Skip to content

A Python library extending RDFLib to support the OpenCitations Provenance Model, enabling provenance tracking and change management for any RDF data. It provides automatic generation of provenance information, snapshot management for entity versioning, and utilities for storing RDF data in various formats.

License

Notifications You must be signed in to change notification settings

opencitations/rdflib-ocdm

Repository files navigation

Run tests Coverage PyPI PyPI version GitHub code size in bytes

rdflib-ocdm

A Python library that extends RDFLib to support the OpenCitations Provenance Model, providing provenance tracking and change management capabilities for RDF data.

Overview

rdflib-ocdm is designed to be fully compatible with RDFLib while adding specialized functionality for handling provenance information according to the OpenCitations Provenance Model.
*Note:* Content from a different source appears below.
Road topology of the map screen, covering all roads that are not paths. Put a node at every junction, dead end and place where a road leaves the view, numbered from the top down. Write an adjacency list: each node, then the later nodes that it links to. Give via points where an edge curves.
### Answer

It provides mechanisms for:

  • Tracking provenance information for RDF entities
  • Managing entity snapshots to record changes over time
  • Handling entity creation, modification, and merging with proper provenance
  • Storing and retrieving RDF data with provenance information

This library serves as a retrocompatible extension to RDFLib that adds support for the OpenCitations Provenance Model, particularly focusing on provenance tracking and change management.
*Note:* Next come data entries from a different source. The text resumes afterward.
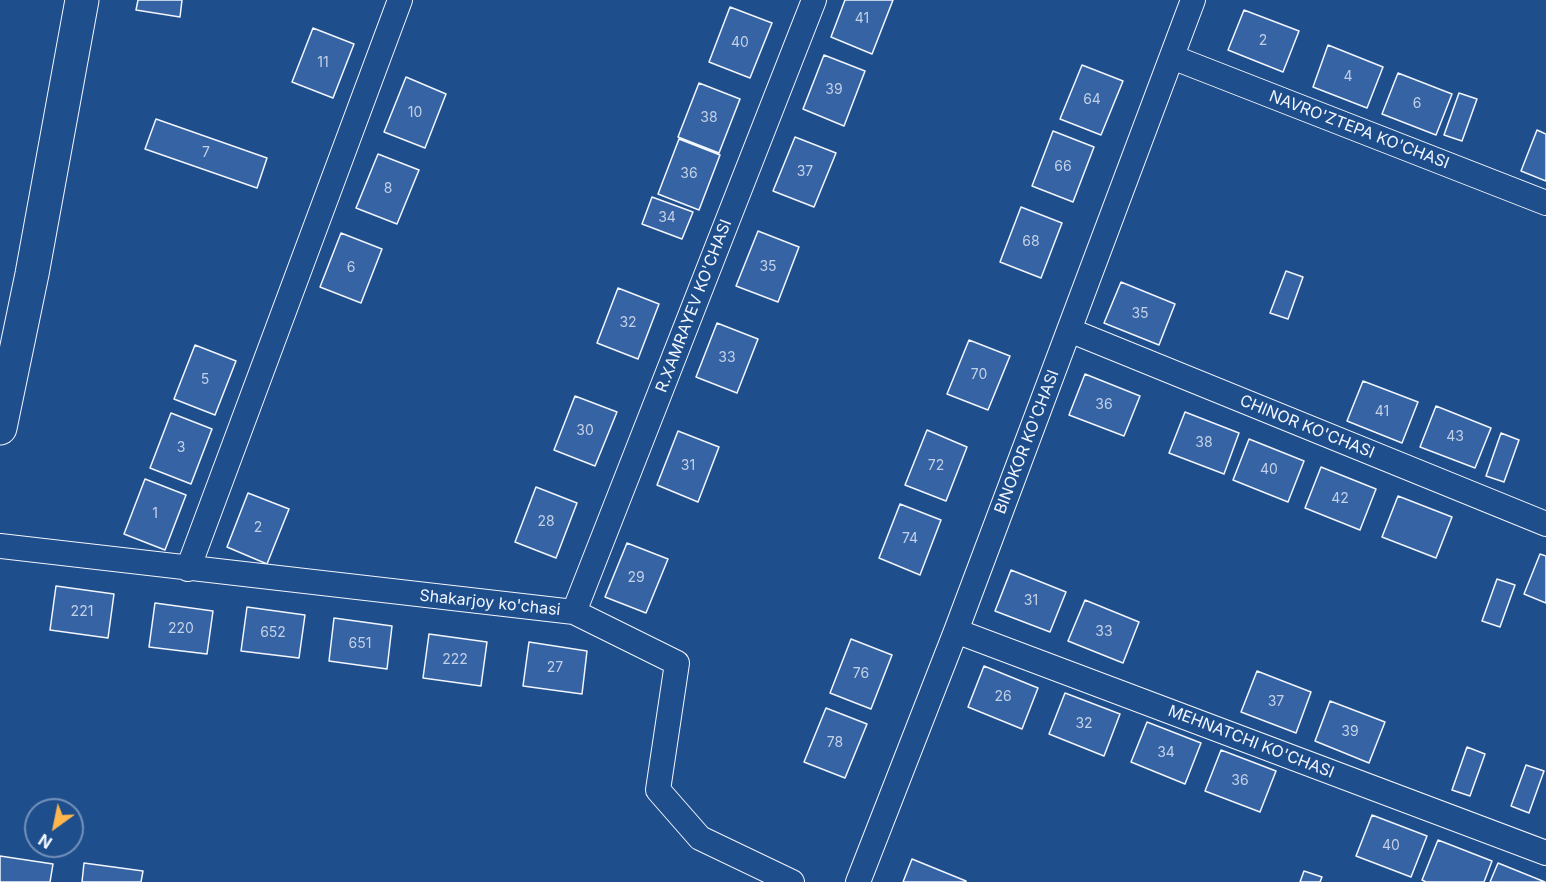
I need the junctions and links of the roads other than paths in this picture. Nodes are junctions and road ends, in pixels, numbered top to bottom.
1 (82, 0) edge
2 (400, 0) edge
3 (814, 0) edge
4 (1193, 0) edge
5 (1172, 57) junction
6 (1546, 203) edge
7 (1069, 330) junction
8 (2, 410) edge
9 (1546, 524) edge
10 (0, 546) edge
11 (188, 569) junction
12 (574, 612) junction
13 (956, 631) junction
14 (1546, 853) edge
15 (792, 882) edge
16 (858, 882) edge

1 - 8 street
2 - 11 street
3 - 12 street, R.XAMRAYEV KO'CHASI
4 - 5 street, BINOKOR KO'CHASI
5 - 6 street, NAVRO'ZTEPA KO'CHASI
5 - 7 street, BINOKOR KO'CHASI
7 - 9 street, CHINOR KO'CHASI
7 - 13 street, BINOKOR KO'CHASI
10 - 11 street, Shakarjoy ko'chasi
11 - 12 street, Shakarjoy ko'chasi
12 - 15 street, Shakarjoy ko'chasi
13 - 14 street, MEHNATCHI KO'CHASI
13 - 16 street, BINOKOR KO'CHASI

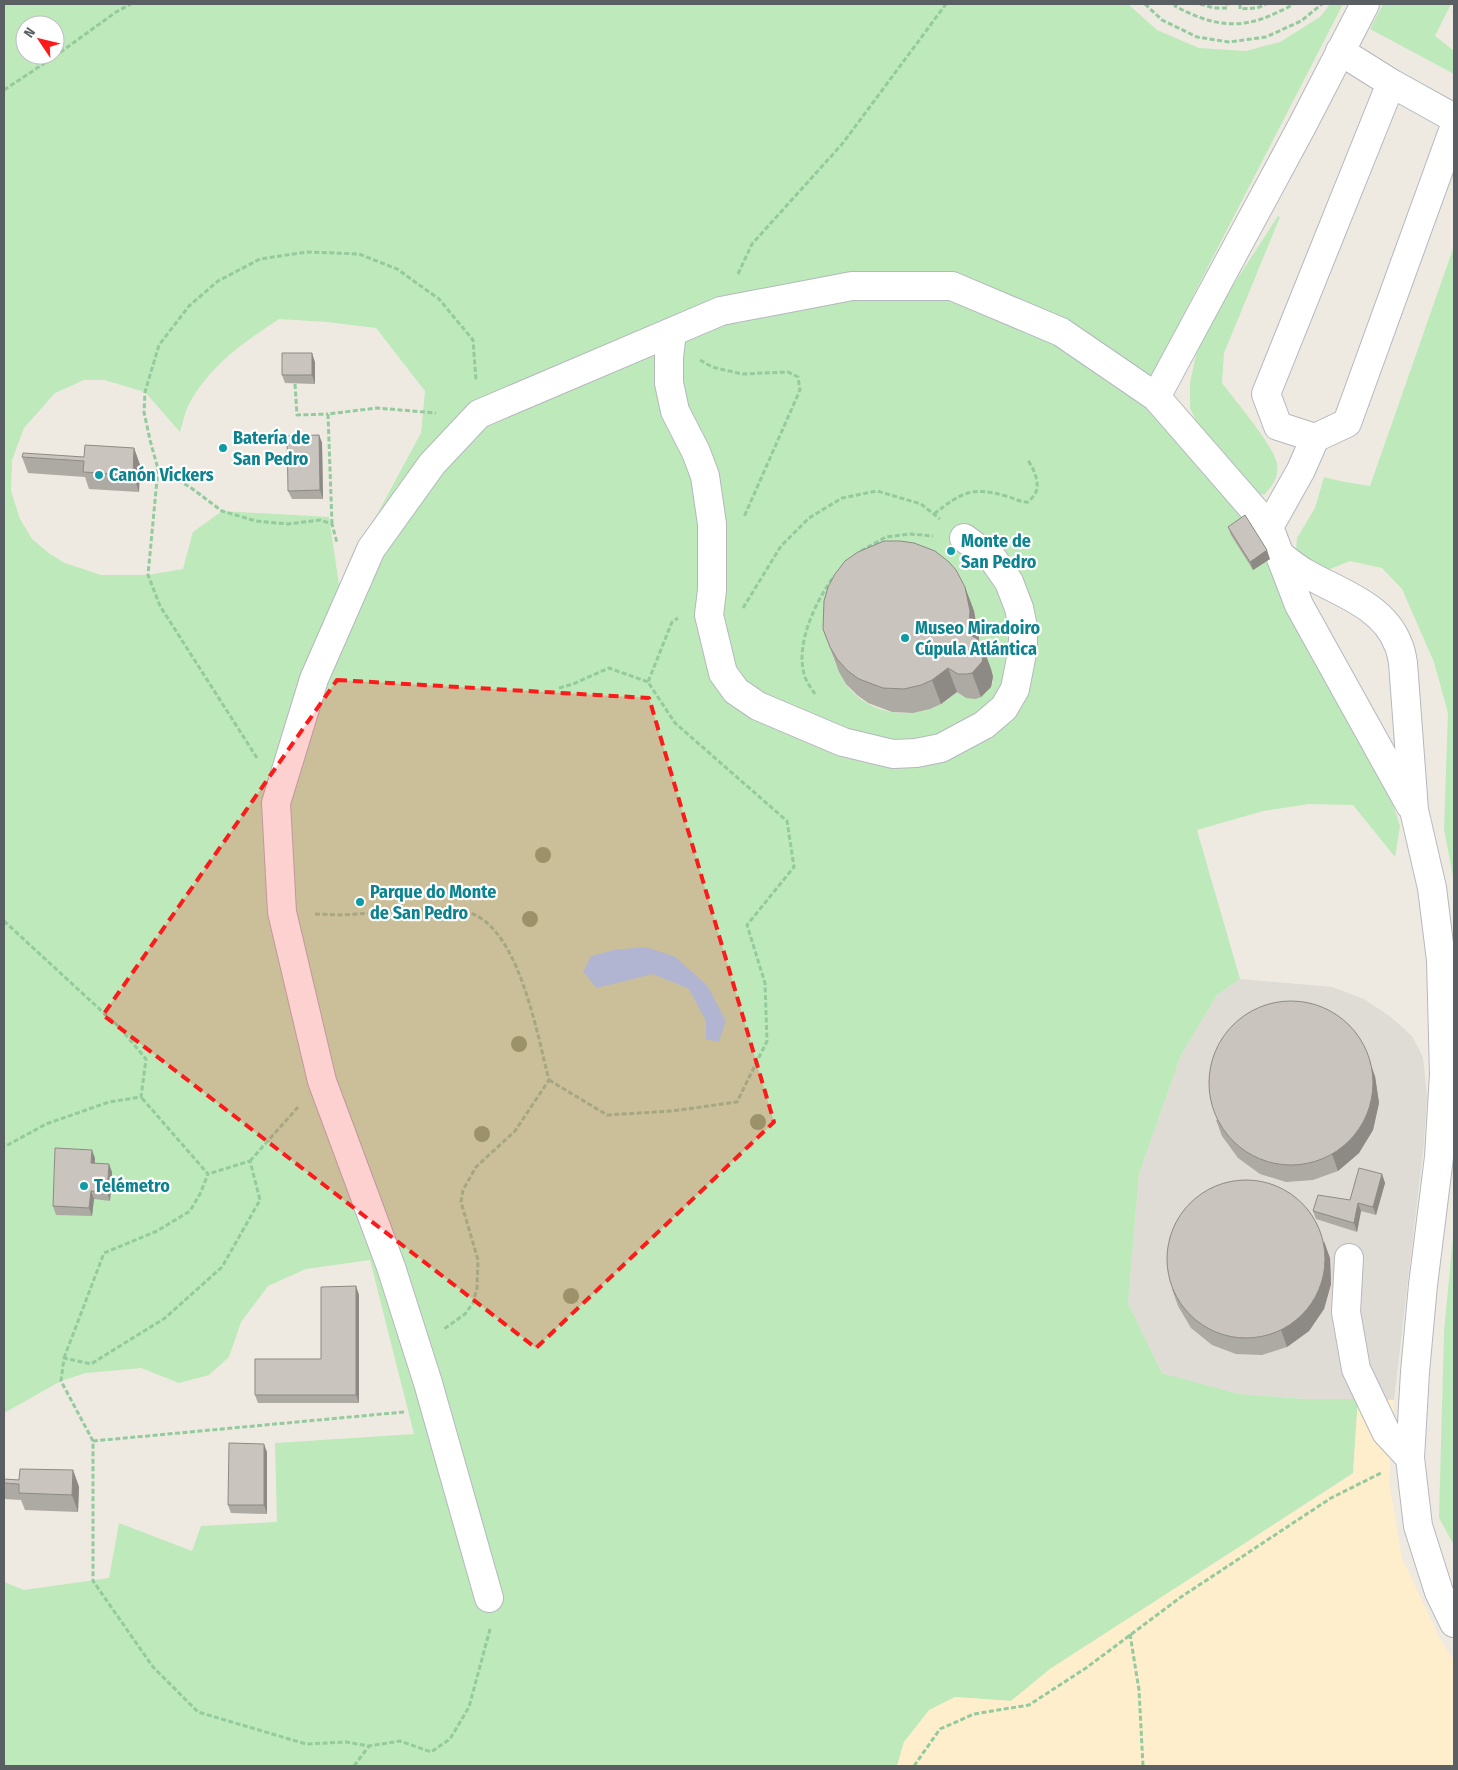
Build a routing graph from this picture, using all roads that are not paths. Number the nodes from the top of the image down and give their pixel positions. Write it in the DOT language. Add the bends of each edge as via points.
graph roads {
  1 [pos="1365,4"];
  2 [pos="1340,51"];
  3 [pos="1391,83"];
  4 [pos="1454,118"];
  5 [pos="1454,128"];
  6 [pos="680,328"];
  7 [pos="1156,397"];
  8 [pos="1315,438"];
  9 [pos="1268,527"];
  10 [pos="964,538"];
  11 [pos="1280,555"];
  12 [pos="1414,810"];
  13 [pos="1349,1258"];
  14 [pos="1410,1458"];
  15 [pos="489,1598"];
  16 [pos="1454,1623"];
  1 -- 2 [label="street"];
  2 -- 3 [label="street"];
  2 -- 7 [label="street"];
  3 -- 4 [label="street"];
  3 -- 8 [label="street" via="1266,394 1278,426"];
  5 -- 8 [label="street" via="1347,423"];
  6 -- 7 [label="street" via="721,311 852,286 952,286 1061,332"];
  6 -- 10 [label="street" via="668,357 668,383 675,411 705,476 712,524 709,615 723,673 736,691 758,706 843,742 893,754 941,748 984,725 1004,708 1015,689 1023,648 1023,627 1009,582 993,559"];
  6 -- 15 [label="street" via="479,414 432,464 372,549 314,680 276,803 282,912 322,1080 391,1267 428,1383"];
  7 -- 9 [label="street"];
  8 -- 9 [label="street" via="1301,470"];
  9 -- 11 [label="street"];
  11 -- 12 [label="street" via="1299,605"];
  11 -- 12 [label="street" via="1377,614 1398,644 1404,663"];
  12 -- 14 [label="street" via="1432,888 1441,960 1444,1074 1440,1157 1423,1285"];
  13 -- 14 [label="street" via="1346,1312 1356,1369 1386,1432"];
  14 -- 16 [label="street" via="1418,1526 1439,1592"];
}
While oc_ocdm is a Python interface specifically designed for creating and managing bibliographic data according to the OpenCitations Data Model, rdflib-ocdm can be considered a subset of both RDFlib and oc_ocdm. The key advantage of rdflib-ocdm is that it allows you to use the OpenCitations provenance model with any type of data, not just bibliographic data.

Key Features

  • Extended Graph Classes: OCDMGraph and OCDMConjunctiveGraph that inherit from RDFLib's Graph and ConjunctiveGraph classes
  • Provenance Tracking: Automatic generation of provenance information when entities are created or modified
  • Snapshot Management: Creation and management of snapshot entities to record the state of entities at different points in time
  • Counter Handlers: Various implementations for managing entity identifiers (in-memory, filesystem, SQLite)
  • Storer: Utilities for storing RDF data in various formats and endpoints
  • Domain Agnostic: Unlike oc_ocdm which is specific to bibliographic data, rdflib-ocdm can be used with any type of RDF data

Installation

pip install rdflib-ocdm

Usage

Basic Usage

from rdflib import URIRef, Literal
from rdflib_ocdm.ocdm_graph import OCDMGraph
from rdflib_ocdm.counter_handler.in_memory_counter_handler import InMemoryCounterHandler
from rdflib_ocdm.storer import Storer

# Create a new OCDM graph with a counter handler
counter_handler = InMemoryCounterHandler()
g = OCDMGraph(counter_handler)

# Add triples with provenance tracking
resp_agent = URIRef("https://orcid.org/0000-0002-8420-0696")
primary_source = URIRef("https://api.crossref.org/")
g.add((URIRef("https://example.org/resource"), 
       URIRef("http://purl.org/dc/terms/title"), 
       Literal("Example Resource")),
       resp_agent=resp_agent,
       primary_source=primary_source)

# Generate provenance information
g.generate_provenance()

# Store the graph
storer = Storer(g, output_format="json-ld")
storer.store_graphs_in_file("output.json")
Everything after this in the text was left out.